What the task requires: Going through the entries below, tally the lines that hold the word "where" and state the result alone.

Excerpted data:
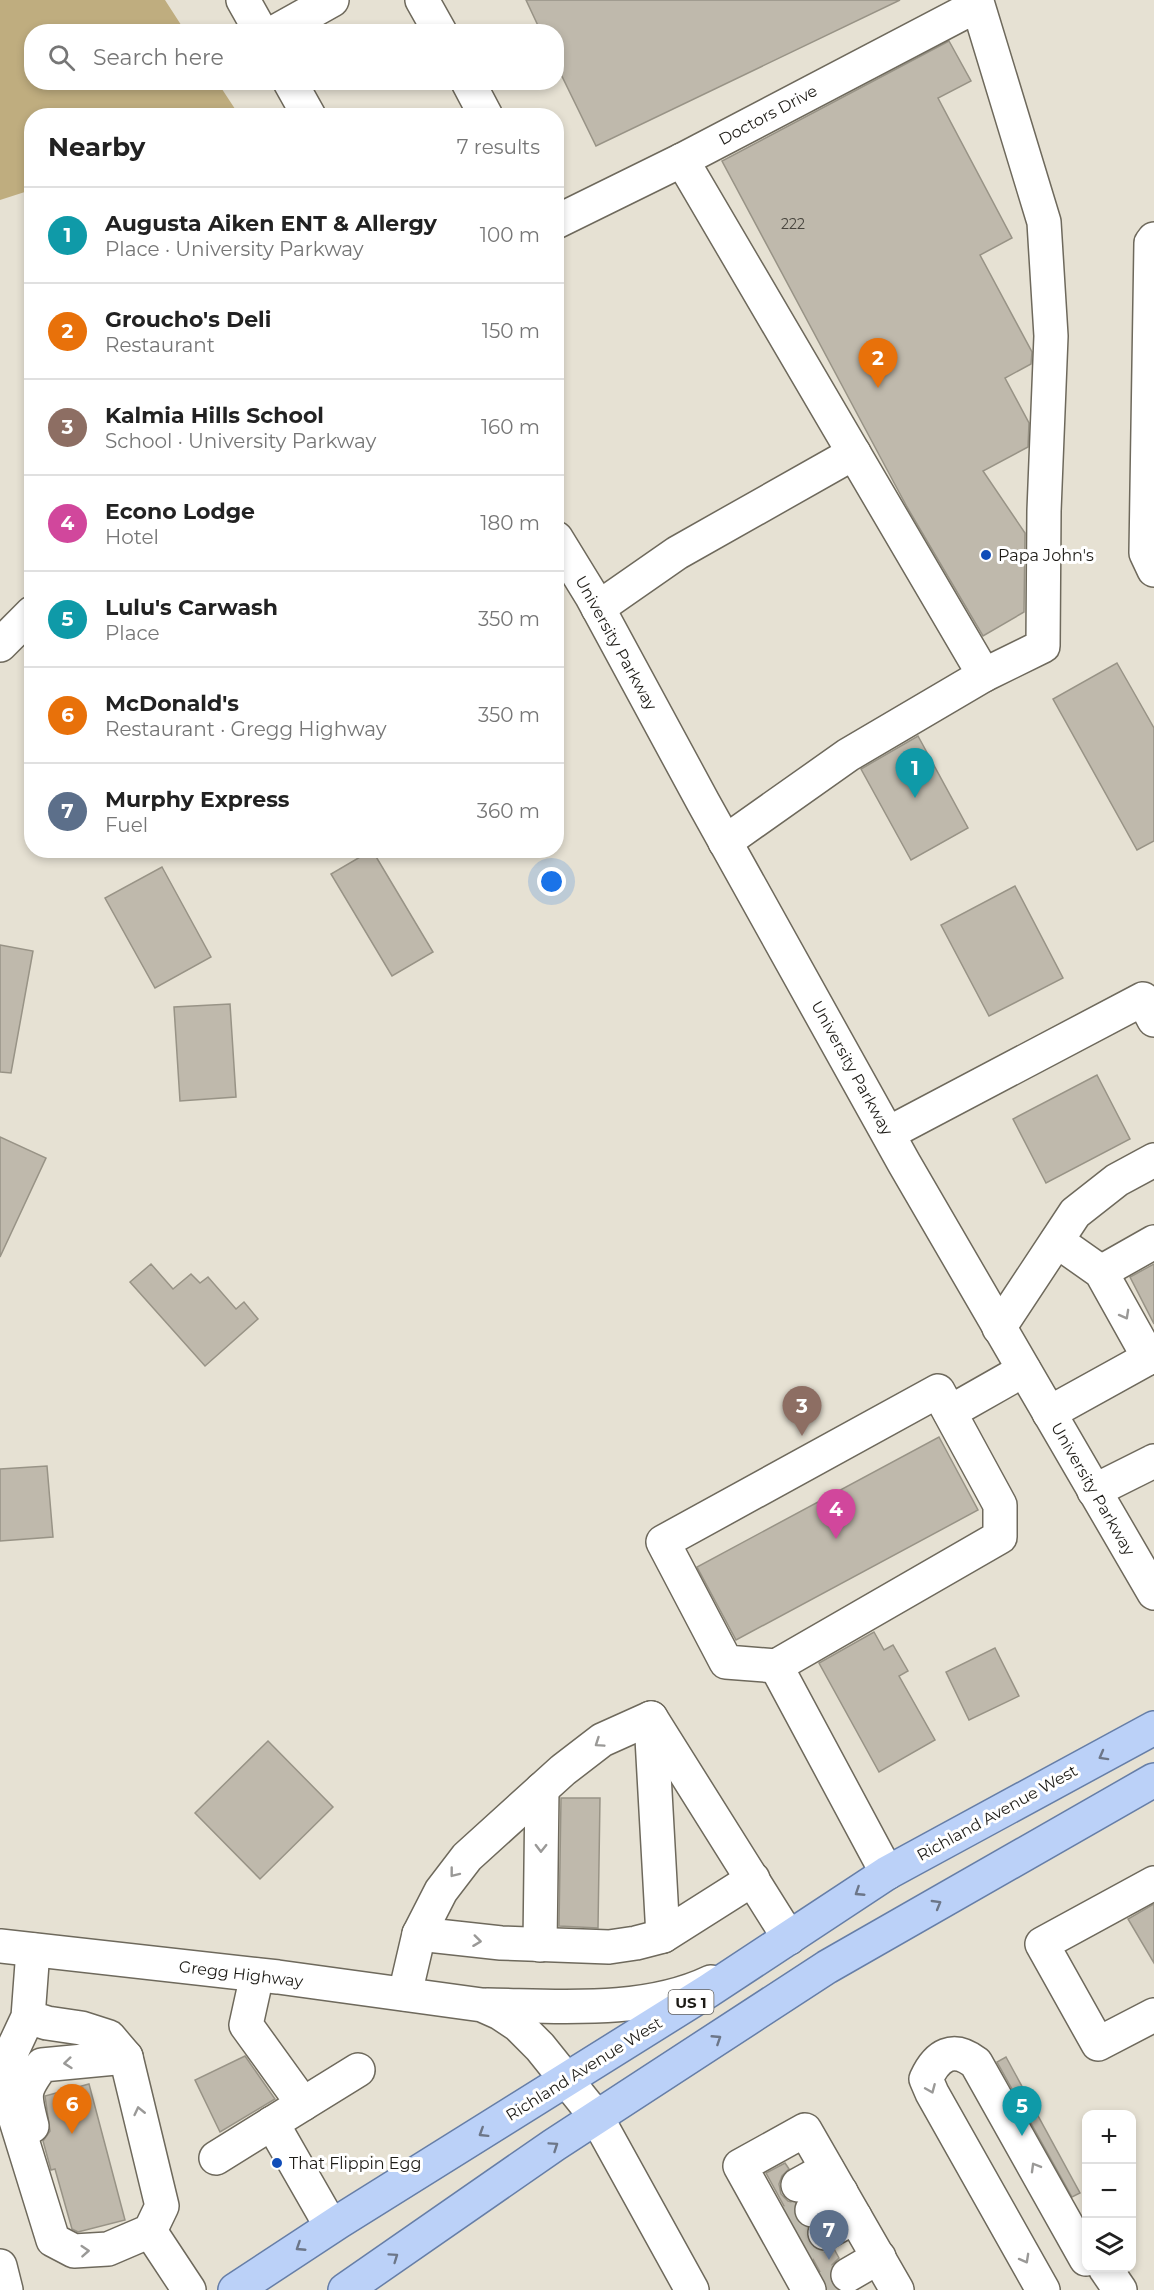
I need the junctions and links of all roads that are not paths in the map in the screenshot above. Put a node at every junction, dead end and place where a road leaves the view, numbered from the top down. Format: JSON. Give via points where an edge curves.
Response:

...

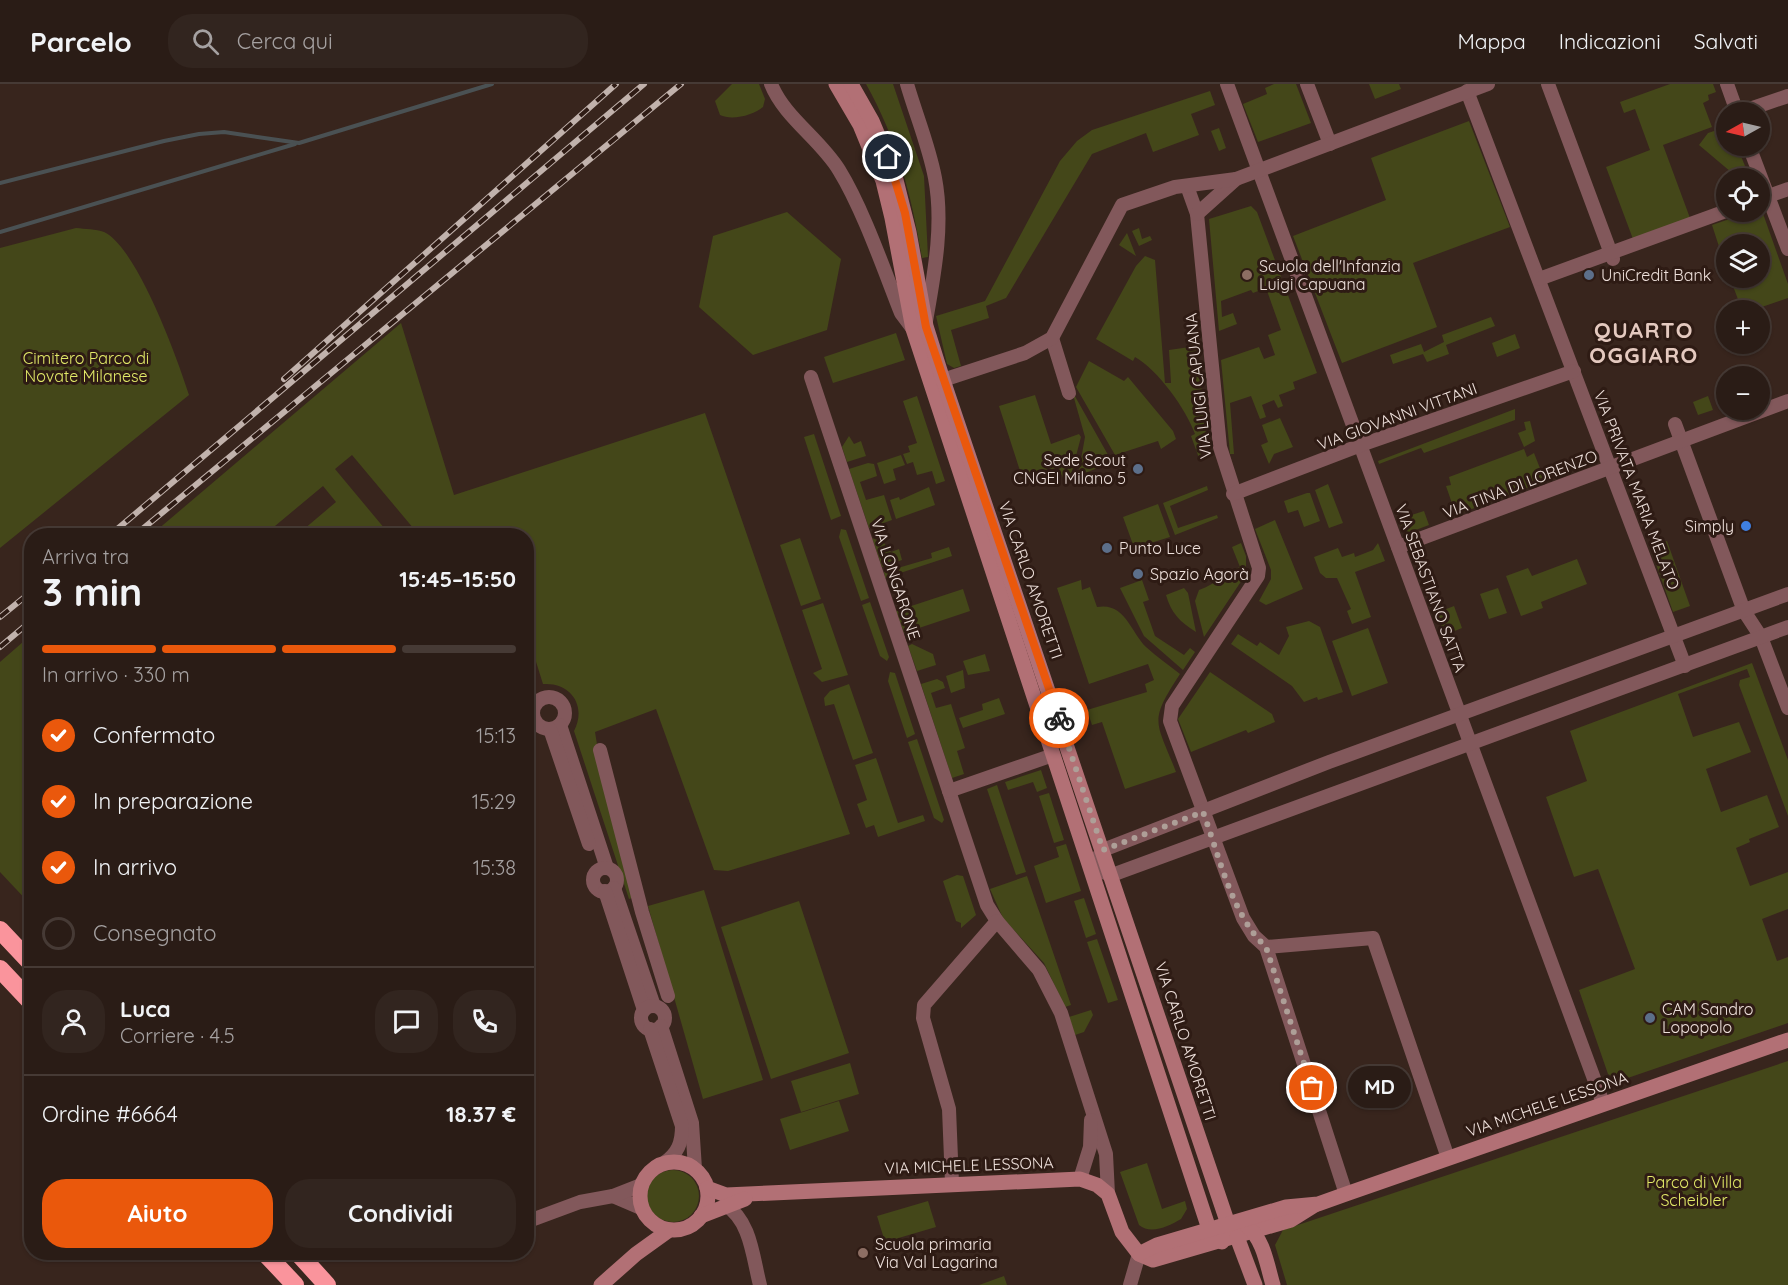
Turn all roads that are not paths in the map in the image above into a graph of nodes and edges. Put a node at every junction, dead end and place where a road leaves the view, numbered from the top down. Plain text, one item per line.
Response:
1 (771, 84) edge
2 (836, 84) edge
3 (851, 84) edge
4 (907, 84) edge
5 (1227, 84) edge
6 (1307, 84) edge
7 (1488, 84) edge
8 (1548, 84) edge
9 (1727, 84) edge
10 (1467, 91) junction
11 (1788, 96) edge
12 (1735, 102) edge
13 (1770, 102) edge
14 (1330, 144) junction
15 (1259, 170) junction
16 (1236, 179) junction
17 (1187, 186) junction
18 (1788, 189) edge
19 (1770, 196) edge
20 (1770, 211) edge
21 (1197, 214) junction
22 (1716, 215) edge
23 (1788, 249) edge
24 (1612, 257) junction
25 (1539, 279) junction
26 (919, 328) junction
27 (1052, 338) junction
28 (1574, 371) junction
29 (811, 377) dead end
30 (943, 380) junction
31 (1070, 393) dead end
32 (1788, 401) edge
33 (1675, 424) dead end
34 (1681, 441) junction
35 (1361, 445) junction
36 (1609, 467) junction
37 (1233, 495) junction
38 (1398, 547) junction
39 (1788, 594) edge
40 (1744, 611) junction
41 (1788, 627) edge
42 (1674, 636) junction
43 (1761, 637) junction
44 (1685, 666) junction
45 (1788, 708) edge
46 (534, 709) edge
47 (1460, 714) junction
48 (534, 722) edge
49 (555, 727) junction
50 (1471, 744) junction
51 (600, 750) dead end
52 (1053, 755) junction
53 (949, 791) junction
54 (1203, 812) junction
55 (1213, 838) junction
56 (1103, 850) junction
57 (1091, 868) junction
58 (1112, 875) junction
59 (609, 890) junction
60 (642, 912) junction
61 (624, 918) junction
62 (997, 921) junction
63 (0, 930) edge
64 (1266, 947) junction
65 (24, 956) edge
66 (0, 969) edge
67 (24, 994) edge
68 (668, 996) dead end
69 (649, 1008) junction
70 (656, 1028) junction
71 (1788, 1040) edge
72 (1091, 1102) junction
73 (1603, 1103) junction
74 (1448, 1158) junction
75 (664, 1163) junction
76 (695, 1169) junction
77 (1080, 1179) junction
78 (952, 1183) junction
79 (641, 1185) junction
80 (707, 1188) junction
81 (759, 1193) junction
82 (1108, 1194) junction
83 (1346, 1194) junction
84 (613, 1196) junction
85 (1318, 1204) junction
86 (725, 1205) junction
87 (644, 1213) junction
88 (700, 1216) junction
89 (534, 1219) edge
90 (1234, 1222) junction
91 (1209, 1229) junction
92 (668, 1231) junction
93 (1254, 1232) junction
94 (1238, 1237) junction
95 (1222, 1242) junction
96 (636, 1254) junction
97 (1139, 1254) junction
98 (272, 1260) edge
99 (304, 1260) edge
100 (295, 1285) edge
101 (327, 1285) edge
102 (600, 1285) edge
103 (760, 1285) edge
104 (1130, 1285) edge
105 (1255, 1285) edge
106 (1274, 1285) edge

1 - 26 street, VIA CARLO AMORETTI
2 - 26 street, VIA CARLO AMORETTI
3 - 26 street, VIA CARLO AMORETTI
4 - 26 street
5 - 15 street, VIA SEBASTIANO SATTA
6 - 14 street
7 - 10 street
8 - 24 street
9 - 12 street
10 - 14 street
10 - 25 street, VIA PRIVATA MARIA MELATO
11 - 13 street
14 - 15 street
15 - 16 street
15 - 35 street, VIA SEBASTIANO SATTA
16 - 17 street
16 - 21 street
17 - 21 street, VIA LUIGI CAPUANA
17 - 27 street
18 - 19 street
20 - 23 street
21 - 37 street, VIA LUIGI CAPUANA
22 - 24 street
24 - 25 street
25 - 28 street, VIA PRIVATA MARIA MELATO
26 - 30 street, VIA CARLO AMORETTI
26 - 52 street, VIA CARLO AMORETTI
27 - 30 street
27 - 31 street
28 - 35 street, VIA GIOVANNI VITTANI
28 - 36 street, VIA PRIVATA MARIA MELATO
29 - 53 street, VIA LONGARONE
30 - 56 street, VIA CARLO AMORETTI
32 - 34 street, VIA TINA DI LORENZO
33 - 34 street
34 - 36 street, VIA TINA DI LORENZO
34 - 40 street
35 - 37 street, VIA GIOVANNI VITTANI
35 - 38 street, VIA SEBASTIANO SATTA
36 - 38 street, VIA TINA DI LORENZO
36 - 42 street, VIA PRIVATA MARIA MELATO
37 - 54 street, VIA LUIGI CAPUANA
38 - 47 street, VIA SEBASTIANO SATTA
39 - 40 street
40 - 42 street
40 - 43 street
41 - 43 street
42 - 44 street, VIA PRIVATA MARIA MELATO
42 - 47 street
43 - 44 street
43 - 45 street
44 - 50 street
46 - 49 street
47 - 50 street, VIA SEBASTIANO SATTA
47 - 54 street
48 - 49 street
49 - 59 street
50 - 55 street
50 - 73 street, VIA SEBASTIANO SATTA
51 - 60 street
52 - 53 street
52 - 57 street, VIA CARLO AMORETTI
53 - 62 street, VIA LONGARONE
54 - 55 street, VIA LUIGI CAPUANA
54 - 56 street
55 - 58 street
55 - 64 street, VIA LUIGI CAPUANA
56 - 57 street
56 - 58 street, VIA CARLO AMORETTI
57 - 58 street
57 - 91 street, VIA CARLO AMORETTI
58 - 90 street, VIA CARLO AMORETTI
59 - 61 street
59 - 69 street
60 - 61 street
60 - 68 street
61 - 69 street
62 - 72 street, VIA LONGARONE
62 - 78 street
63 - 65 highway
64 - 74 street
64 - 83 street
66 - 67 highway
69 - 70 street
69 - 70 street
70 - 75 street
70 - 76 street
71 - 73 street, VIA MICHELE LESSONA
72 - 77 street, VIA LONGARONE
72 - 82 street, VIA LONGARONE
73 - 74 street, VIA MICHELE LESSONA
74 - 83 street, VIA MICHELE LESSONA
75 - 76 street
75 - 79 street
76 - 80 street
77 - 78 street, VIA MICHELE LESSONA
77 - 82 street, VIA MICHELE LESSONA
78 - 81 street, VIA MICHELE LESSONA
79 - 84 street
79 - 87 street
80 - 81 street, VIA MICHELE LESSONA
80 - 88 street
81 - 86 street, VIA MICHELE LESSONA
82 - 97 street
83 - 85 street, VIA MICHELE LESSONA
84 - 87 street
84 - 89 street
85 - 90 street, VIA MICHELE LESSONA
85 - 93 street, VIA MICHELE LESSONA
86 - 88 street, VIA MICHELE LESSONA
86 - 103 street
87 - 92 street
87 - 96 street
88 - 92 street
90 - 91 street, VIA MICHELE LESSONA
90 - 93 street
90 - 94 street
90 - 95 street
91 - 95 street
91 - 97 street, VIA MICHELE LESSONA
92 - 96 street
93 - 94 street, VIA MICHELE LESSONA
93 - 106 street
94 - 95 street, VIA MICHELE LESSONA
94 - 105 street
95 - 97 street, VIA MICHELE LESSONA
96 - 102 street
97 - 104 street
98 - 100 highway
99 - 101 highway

==

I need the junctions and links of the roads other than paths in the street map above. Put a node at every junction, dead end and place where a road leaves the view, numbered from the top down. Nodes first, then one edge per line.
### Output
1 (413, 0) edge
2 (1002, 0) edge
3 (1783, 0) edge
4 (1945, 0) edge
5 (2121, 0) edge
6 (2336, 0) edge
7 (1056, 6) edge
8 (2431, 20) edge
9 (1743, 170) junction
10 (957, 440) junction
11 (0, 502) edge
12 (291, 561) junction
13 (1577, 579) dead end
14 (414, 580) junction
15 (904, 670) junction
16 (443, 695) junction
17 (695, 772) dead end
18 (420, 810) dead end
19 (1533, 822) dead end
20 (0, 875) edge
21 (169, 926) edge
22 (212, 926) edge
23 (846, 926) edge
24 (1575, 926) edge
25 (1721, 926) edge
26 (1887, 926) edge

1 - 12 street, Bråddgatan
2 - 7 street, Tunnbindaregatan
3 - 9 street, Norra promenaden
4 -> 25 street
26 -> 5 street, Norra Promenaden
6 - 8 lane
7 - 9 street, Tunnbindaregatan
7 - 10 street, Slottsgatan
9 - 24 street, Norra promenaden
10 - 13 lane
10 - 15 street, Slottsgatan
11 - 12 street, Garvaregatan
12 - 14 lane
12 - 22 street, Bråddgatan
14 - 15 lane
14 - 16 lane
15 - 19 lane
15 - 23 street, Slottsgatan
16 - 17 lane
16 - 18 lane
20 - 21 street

Answer to the problem: 3